Records for the task: Begin

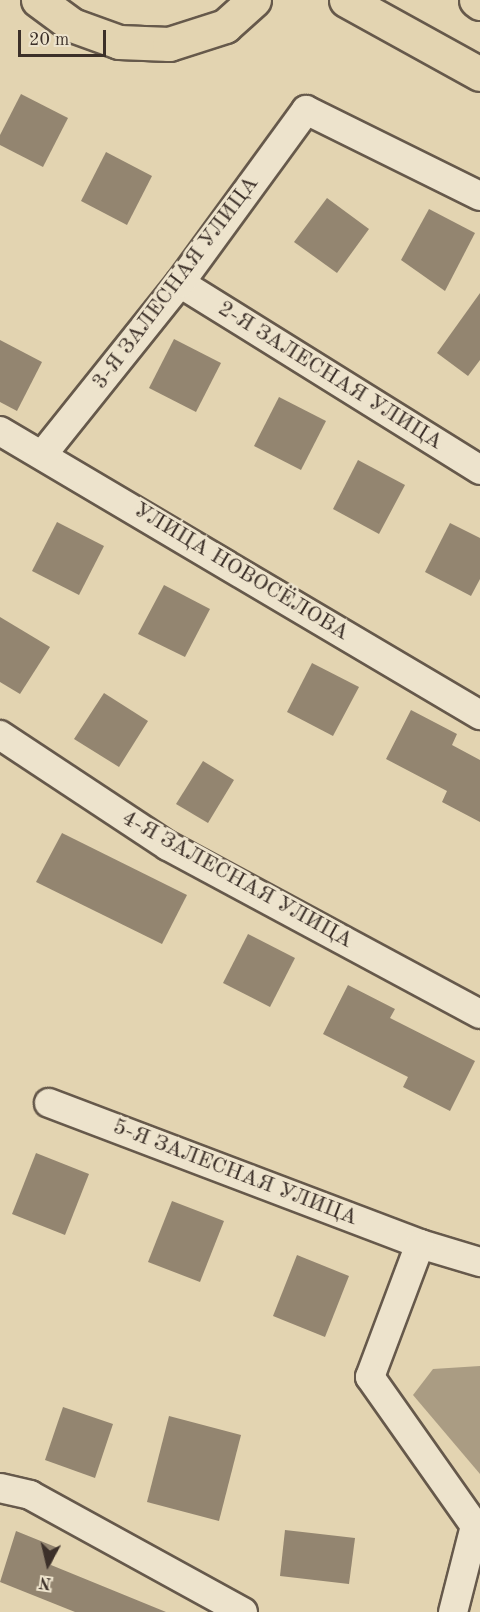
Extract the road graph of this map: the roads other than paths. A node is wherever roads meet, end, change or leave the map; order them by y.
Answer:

Records for the task: End
Records for the task: Begin

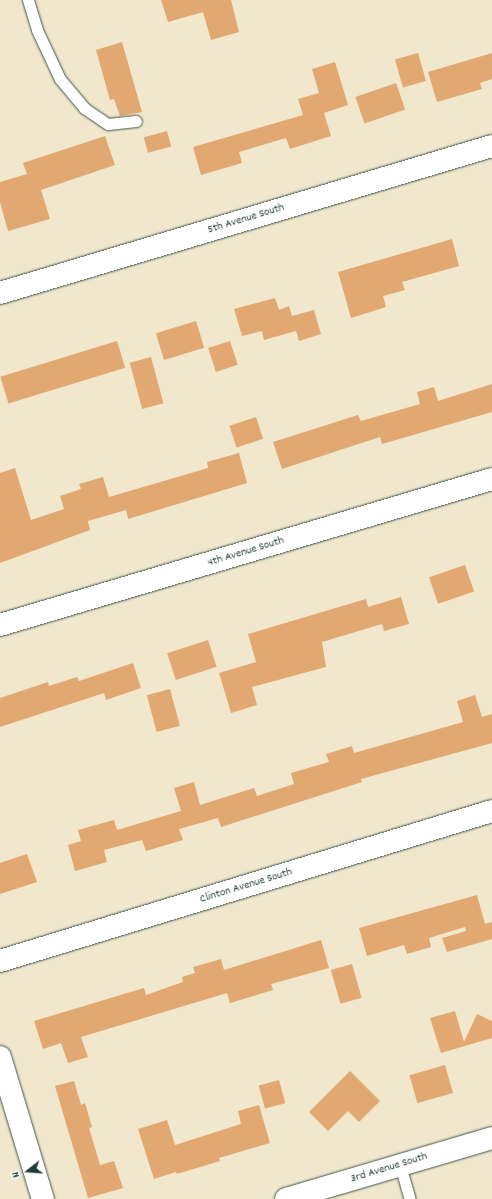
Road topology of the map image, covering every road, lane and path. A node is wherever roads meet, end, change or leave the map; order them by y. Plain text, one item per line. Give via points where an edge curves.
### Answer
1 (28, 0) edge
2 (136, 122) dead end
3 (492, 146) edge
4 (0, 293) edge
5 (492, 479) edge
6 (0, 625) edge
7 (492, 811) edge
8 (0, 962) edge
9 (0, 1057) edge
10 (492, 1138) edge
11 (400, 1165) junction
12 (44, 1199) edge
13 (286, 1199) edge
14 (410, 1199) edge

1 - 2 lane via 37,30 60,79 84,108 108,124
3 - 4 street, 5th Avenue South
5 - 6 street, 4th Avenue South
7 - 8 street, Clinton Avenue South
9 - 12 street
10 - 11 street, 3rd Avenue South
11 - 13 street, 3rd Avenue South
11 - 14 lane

Records for the task: End

*Activity*
Each line of the data that contains "roads" should be counted; please give only the number.

*Response to this task*
2